PostgreSQL - Generic WAL Type

Created by: Mr Dk.

2026 / 04 / 12 18:08

Hangzhou, Zhejiang, China


背景

对于数据库管理系统来说,如果要让对数据页的修改在崩溃后仍能恢复,或者能够通过物理复制将变更传输到备库,就必须把这些操作历史记录在 WAL 日志中并被持久化,并且之后能按顺序回放到页面上。这是具备持久性的重要保证。

PostgreSQL 对堆表、B-tree 索引、GIN 索引等内置 Access Method,各自定义了一套 WAL 格式。先规定「这类修改在日志里如何描述」(涉及哪些块、二进制布局如何),再实现与之配套的回放逻辑——也就是读出这条日志后,如何把变化应用到修改前的页面上。

PostgreSQL 以可扩展性著称:除了上述内置 AM,开发者还可以通过扩展接入新的索引类型或表类型。只要它们的数据结构仍然以「页」为单位落在磁盘上,就需要和内置 AM 一样,保证在崩溃恢复与物理复制下这些页面上的修改可记录、可恢复——这通常需要为这些 AM 设计和定义专门的 WAL 日志格式,并实现与之对应的回放逻辑。

但等等,先别着急开始设计。

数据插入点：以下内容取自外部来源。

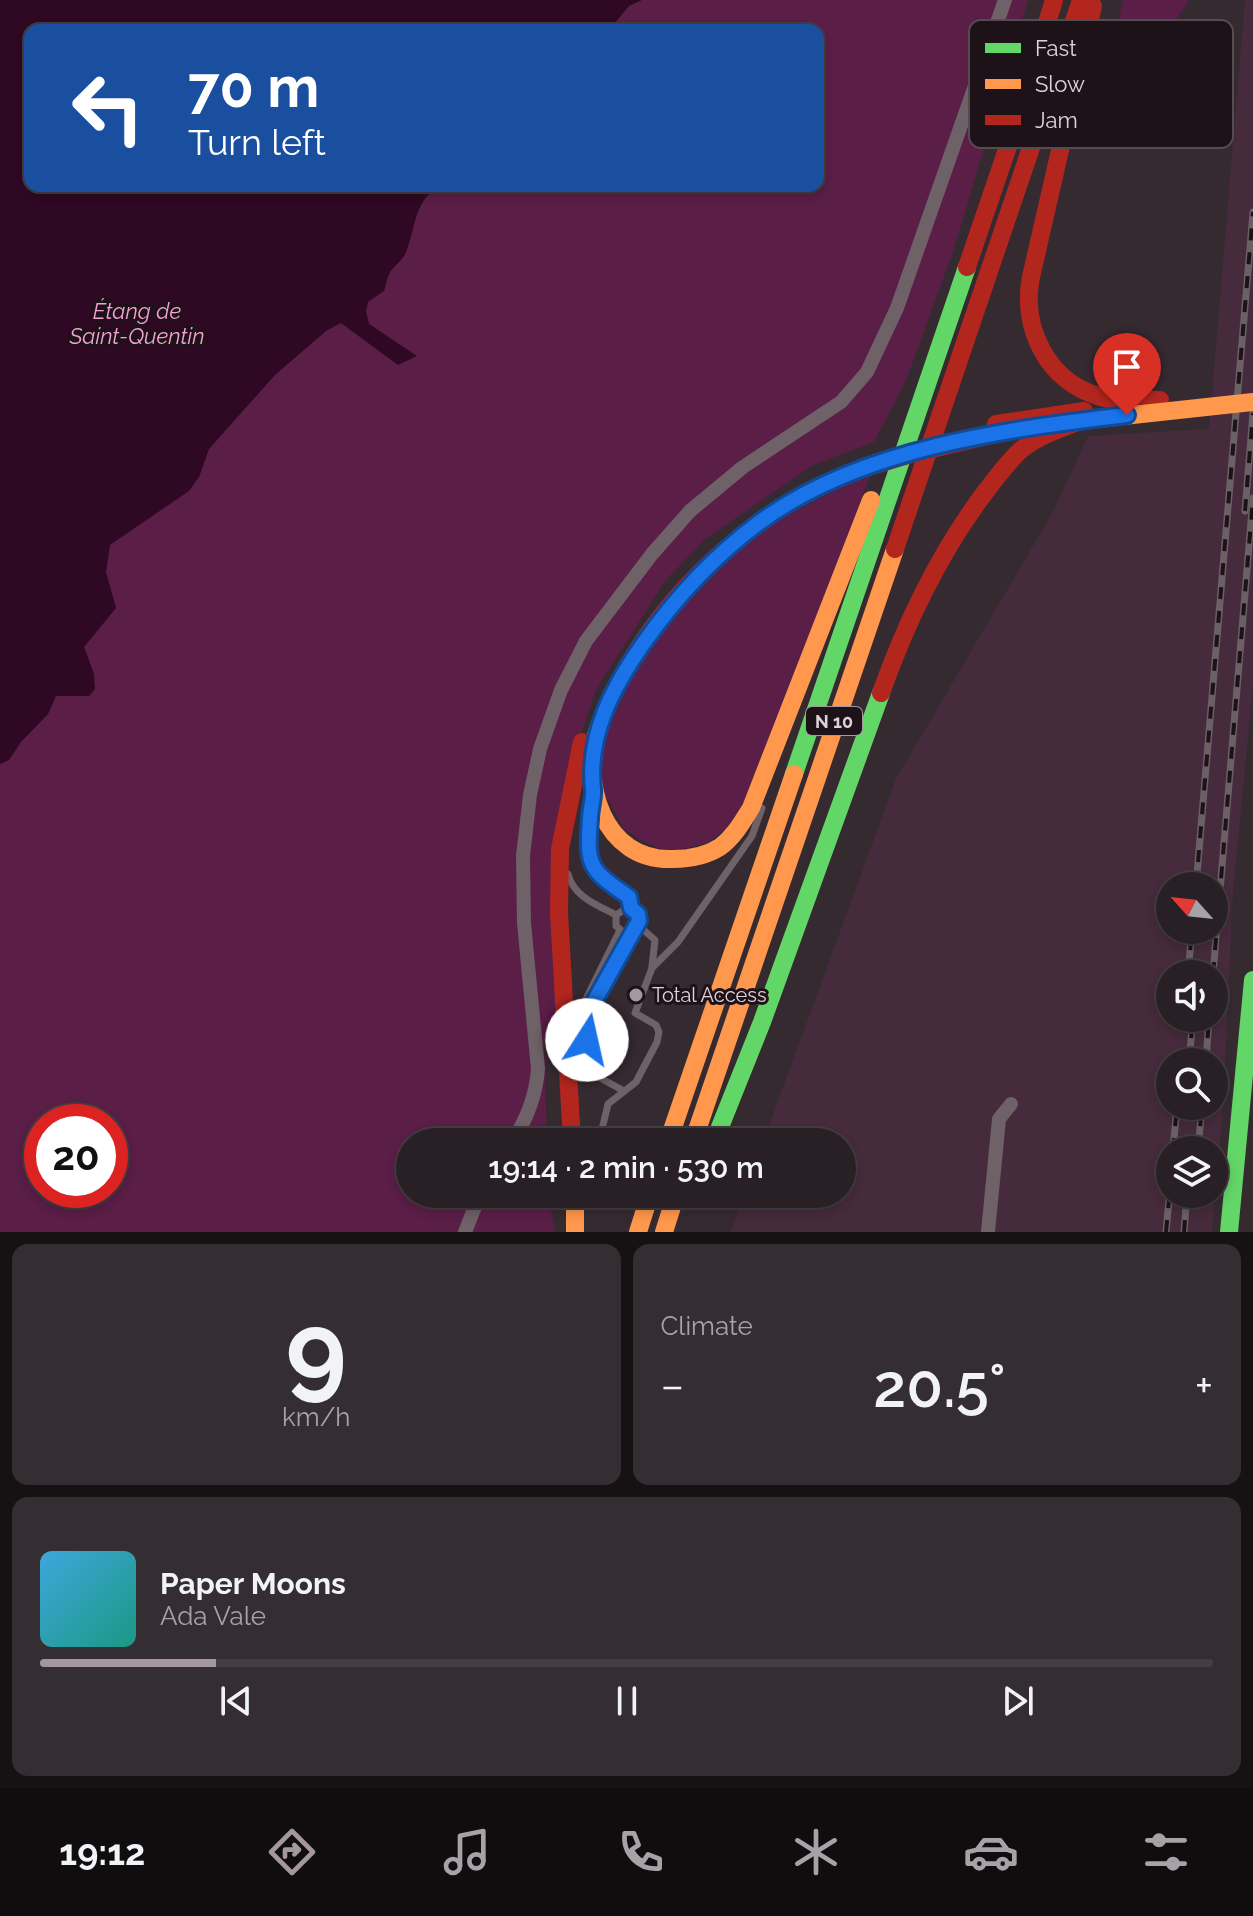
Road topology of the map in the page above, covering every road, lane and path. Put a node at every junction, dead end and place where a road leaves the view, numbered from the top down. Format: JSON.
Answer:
{"nodes":[{"id":1,"x":1005,"y":0,"type":"edge"},
{"id":2,"x":1054,"y":0,"type":"edge"},
{"id":3,"x":1081,"y":0,"type":"edge"},
{"id":4,"x":1095,"y":0,"type":"edge"},
{"id":5,"x":998,"y":20,"type":"edge"},
{"id":6,"x":1048,"y":20,"type":"edge"},
{"id":7,"x":1074,"y":20,"type":"edge"},
{"id":8,"x":1090,"y":20,"type":"edge"},
{"id":9,"x":969,"y":103,"type":"edge"},
{"id":10,"x":1007,"y":148,"type":"edge"},
{"id":11,"x":1031,"y":148,"type":"edge"},
{"id":12,"x":1062,"y":148,"type":"edge"},
{"id":13,"x":1253,"y":389,"type":"edge"},
{"id":14,"x":1253,"y":402,"type":"edge"},
{"id":15,"x":1093,"y":411,"type":"junction"},
{"id":16,"x":852,"y":466,"type":"junction"},
{"id":17,"x":894,"y":477,"type":"junction"},
{"id":18,"x":788,"y":712,"type":"junction"},
{"id":19,"x":593,"y":795,"type":"junction"},
{"id":20,"x":560,"y":845,"type":"junction"},
{"id":21,"x":631,"y":908,"type":"junction"},
{"id":22,"x":616,"y":915,"type":"junction"},
{"id":23,"x":636,"y":928,"type":"junction"},
{"id":24,"x":620,"y":930,"type":"junction"},
{"id":25,"x":652,"y":968,"type":"junction"},
{"id":26,"x":1253,"y":980,"type":"edge"},
{"id":27,"x":586,"y":1016,"type":"junction"},
{"id":28,"x":624,"y":1091,"type":"junction"},
{"id":29,"x":1011,"y":1104,"type":"dead end"},
{"id":30,"x":519,"y":1128,"type":"edge"},
{"id":31,"x":571,"y":1128,"type":"edge"},
{"id":32,"x":602,"y":1128,"type":"edge"},
{"id":33,"x":673,"y":1128,"type":"edge"},
{"id":34,"x":698,"y":1128,"type":"edge"},
{"id":35,"x":720,"y":1128,"type":"edge"},
{"id":36,"x":474,"y":1208,"type":"edge"},
{"id":37,"x":576,"y":1208,"type":"edge"},
{"id":38,"x":646,"y":1208,"type":"edge"},
{"id":39,"x":686,"y":1208,"type":"edge"},
{"id":40,"x":666,"y":1225,"type":"edge"},
{"id":41,"x":465,"y":1232,"type":"edge"},
{"id":42,"x":575,"y":1232,"type":"edge"},
{"id":43,"x":638,"y":1232,"type":"edge"},
{"id":44,"x":988,"y":1232,"type":"edge"},
{"id":45,"x":1229,"y":1232,"type":"edge"}],
"edges":[{"from":1,"to":5,"type":"street"},
{"from":2,"to":6,"type":"main road","number":"N 10"},
{"from":3,"to":7,"type":"main road","number":"N 10"},
{"from":4,"to":8,"type":"main road"},
{"from":9,"to":30,"type":"street"},
{"from":10,"to":17,"type":"main road","number":"N 10"},
{"from":11,"to":34,"type":"main road","number":"N 10"},
{"from":12,"to":15,"type":"main road"},
{"from":13,"to":15,"type":"main road"},
{"from":14,"to":15,"type":"main road","bridge":true},
{"from":15,"to":16,"type":"main road","bridge":true},
{"from":15,"to":35,"type":"main road"},
{"from":16,"to":19,"type":"main road"},
{"from":16,"to":20,"type":"main road"},
{"from":17,"to":18,"type":"main road"},
{"from":17,"to":33,"type":"main road","number":"N 10"},
{"from":18,"to":19,"type":"main road"},
{"from":18,"to":25,"type":"lane"},
{"from":19,"to":21,"type":"lane"},
{"from":20,"to":22,"type":"lane"},
{"from":20,"to":31,"type":"main road"},
{"from":21,"to":22,"type":"lane"},
{"from":21,"to":23,"type":"lane"},
{"from":22,"to":24,"type":"lane"},
{"from":23,"to":24,"type":"lane"},
{"from":23,"to":25,"type":"lane"},
{"from":23,"to":27,"type":"lane"},
{"from":24,"to":27,"type":"lane"},
{"from":25,"to":28,"type":"lane"},
{"from":26,"to":45,"type":"main road"},
{"from":27,"to":28,"type":"lane"},
{"from":28,"to":32,"type":"lane"},
{"from":29,"to":44,"type":"street"},
{"from":36,"to":41,"type":"street"},
{"from":37,"to":42,"type":"main road"},
{"from":38,"to":43,"type":"main road"},
{"from":39,"to":40,"type":"main road"}]}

Generic WAL 正是 PostgreSQL 为上述场景提供的一种捷径:把「旧页变成新页」的差异交给通用模块,用统一的格式写进 WAL,并在恢复时用同一套规则回放,而不必再为每一种新 AM 从头定义一整套专有的 WAL 格式与回放代码。

本文基于 PostgreSQL 18 简析这套能够将持久性扩展到其它 AM 的机制。

使用限制

Generic WAL 有一个重要的使用限制,即只能被用于使用了 PostgreSQL 标准页格式 的 AM:页面前部与后部存放有效数据,中间是空闲空间,边界由页头里的 pd_lower 与 pd_upper 标出。

+------------------+
| PageHeaderData   |
+------------------+
| ItemIdData       |
+------------------+  pd_lower
|                  |
|    free space    |
|                  |
+------------------+  pd_upper
| items            |
+------------------+
| special space    |
+------------------+

如果 AM 在页面格式设计上没有把页面组织成上述三段,就无法使用 Generic WAL 机制,必须通过 Custom WAL Resource Manager 机制自行设计 WAL 格式了。

格式定义

为什么 Generic WAL 需要 AM 使用上述结构组织页面呢?这其实和后续计算新旧页面之间的差异有重要关联。由于这套机制会暴露给扩展 AM 使用,因此 PostgreSQL 不对页面内容的语义有任何理解,而是直接逐字节对比页面的差异。

与内置 AM 相比,堆表(以及 B-tree、GIN)的 WAL 日志里记录的是有明确业务含义的操作:例如插入一条元组、删除一条元组、分裂索引页等。回放代码读懂这些记录类型后,按 AM 的规则把变更应用到页面上。日志内容与「这次修改在语义上做了什么」是对齐的。Generic WAL 则不走这条路:它既不区分元组与 ItemId,也不解析索引页结构,只知道「这一页中的内容有变化」,差异用字节片段表达即可。Generic WAL 更像是 与内容语义无关的通用页级 diff。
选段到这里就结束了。